(Dataset Opens)

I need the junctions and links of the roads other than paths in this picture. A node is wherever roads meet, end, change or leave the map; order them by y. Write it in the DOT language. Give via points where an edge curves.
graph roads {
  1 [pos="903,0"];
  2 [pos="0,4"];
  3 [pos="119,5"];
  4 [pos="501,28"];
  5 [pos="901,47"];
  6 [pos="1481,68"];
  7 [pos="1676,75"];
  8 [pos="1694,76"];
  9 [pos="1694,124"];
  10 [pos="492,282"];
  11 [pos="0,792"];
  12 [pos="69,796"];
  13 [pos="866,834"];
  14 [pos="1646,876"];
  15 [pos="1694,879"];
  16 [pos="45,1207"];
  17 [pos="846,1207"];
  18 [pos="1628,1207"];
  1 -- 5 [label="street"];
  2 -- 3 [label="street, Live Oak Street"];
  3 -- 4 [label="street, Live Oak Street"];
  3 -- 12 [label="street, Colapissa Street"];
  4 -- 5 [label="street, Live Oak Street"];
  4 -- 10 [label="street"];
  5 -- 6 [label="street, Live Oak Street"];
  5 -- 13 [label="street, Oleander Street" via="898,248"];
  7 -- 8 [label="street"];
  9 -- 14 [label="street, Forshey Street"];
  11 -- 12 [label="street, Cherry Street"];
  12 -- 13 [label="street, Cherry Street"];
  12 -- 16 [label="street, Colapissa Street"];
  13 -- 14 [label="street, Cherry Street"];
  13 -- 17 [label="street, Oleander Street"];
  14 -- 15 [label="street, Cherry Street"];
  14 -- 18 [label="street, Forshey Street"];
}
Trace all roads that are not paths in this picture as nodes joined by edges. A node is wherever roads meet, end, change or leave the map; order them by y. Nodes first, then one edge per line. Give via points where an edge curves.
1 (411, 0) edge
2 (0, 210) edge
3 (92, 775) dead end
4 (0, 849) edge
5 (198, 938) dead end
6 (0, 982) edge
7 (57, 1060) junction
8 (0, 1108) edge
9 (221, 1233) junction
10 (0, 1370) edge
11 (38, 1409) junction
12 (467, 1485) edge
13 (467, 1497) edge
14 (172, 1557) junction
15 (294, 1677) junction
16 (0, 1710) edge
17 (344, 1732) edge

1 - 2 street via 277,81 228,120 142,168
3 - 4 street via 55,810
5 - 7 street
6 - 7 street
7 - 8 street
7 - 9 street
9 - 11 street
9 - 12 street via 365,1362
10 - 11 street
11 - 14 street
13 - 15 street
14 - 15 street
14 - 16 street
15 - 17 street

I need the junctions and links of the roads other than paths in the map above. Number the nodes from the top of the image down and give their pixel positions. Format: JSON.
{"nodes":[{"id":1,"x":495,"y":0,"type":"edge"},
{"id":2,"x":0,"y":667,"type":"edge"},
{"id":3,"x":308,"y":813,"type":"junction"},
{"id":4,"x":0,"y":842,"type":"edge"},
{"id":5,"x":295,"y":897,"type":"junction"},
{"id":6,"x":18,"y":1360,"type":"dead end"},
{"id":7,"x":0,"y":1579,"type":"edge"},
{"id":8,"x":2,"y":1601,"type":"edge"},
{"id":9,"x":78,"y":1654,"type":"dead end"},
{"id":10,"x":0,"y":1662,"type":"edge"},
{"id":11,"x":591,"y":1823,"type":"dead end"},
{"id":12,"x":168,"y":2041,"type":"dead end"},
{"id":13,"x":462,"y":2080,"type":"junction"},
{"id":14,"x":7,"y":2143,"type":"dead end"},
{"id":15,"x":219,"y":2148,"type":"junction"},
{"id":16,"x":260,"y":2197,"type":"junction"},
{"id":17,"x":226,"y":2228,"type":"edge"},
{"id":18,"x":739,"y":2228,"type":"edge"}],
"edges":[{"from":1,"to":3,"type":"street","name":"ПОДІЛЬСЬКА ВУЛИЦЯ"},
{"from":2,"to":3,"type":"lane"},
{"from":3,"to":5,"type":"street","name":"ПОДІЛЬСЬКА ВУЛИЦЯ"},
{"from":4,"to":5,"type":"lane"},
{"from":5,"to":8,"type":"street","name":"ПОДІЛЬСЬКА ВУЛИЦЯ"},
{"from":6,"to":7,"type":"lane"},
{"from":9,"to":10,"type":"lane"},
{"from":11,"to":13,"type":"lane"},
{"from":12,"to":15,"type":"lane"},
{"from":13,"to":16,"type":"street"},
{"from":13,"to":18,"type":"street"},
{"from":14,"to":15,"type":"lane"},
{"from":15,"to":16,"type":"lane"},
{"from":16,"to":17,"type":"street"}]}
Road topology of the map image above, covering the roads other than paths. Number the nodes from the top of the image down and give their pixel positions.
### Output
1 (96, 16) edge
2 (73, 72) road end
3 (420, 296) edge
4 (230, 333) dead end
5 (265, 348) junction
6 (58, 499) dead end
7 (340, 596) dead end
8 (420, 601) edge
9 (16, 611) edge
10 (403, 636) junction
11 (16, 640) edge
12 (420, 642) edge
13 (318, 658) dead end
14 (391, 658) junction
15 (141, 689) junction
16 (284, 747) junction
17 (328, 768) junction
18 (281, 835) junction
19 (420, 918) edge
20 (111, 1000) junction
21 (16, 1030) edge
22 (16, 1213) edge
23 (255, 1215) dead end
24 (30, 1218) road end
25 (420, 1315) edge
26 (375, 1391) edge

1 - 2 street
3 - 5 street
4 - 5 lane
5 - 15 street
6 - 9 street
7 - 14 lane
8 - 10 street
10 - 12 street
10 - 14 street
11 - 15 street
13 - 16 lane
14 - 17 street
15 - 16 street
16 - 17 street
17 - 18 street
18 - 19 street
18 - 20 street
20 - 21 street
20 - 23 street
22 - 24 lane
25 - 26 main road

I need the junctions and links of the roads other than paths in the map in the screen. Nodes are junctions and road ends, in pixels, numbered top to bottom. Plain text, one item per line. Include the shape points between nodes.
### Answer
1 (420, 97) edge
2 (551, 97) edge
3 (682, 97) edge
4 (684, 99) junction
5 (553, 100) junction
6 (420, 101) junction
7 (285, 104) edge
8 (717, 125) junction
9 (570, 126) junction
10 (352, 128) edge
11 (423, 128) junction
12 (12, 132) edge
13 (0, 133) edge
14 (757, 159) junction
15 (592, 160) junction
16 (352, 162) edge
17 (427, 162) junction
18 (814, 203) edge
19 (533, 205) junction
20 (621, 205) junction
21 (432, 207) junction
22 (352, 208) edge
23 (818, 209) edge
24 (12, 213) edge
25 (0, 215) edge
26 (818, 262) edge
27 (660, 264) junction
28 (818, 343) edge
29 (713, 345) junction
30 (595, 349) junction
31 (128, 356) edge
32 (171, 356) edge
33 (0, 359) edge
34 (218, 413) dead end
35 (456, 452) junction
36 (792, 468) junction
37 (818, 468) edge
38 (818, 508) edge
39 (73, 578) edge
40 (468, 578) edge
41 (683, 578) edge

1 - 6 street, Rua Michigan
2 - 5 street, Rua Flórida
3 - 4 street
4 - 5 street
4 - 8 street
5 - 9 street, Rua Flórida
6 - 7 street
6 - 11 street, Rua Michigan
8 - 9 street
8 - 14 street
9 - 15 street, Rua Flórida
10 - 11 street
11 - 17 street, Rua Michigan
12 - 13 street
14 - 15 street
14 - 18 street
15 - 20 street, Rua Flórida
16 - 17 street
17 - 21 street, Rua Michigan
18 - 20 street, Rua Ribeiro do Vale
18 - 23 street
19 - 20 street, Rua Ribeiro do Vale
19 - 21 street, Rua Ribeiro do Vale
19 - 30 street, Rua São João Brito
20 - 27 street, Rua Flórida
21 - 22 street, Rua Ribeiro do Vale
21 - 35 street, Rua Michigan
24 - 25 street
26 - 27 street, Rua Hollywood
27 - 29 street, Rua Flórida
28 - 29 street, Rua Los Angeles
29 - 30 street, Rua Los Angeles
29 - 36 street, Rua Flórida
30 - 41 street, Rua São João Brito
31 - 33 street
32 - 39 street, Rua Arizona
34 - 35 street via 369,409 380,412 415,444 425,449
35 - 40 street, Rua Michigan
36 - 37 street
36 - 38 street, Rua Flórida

(Dataset Closes)

→ Activity
This task needs one value: the number of lines in the material above that contain the word "ВУЛИЦЯ".

→ Task output
3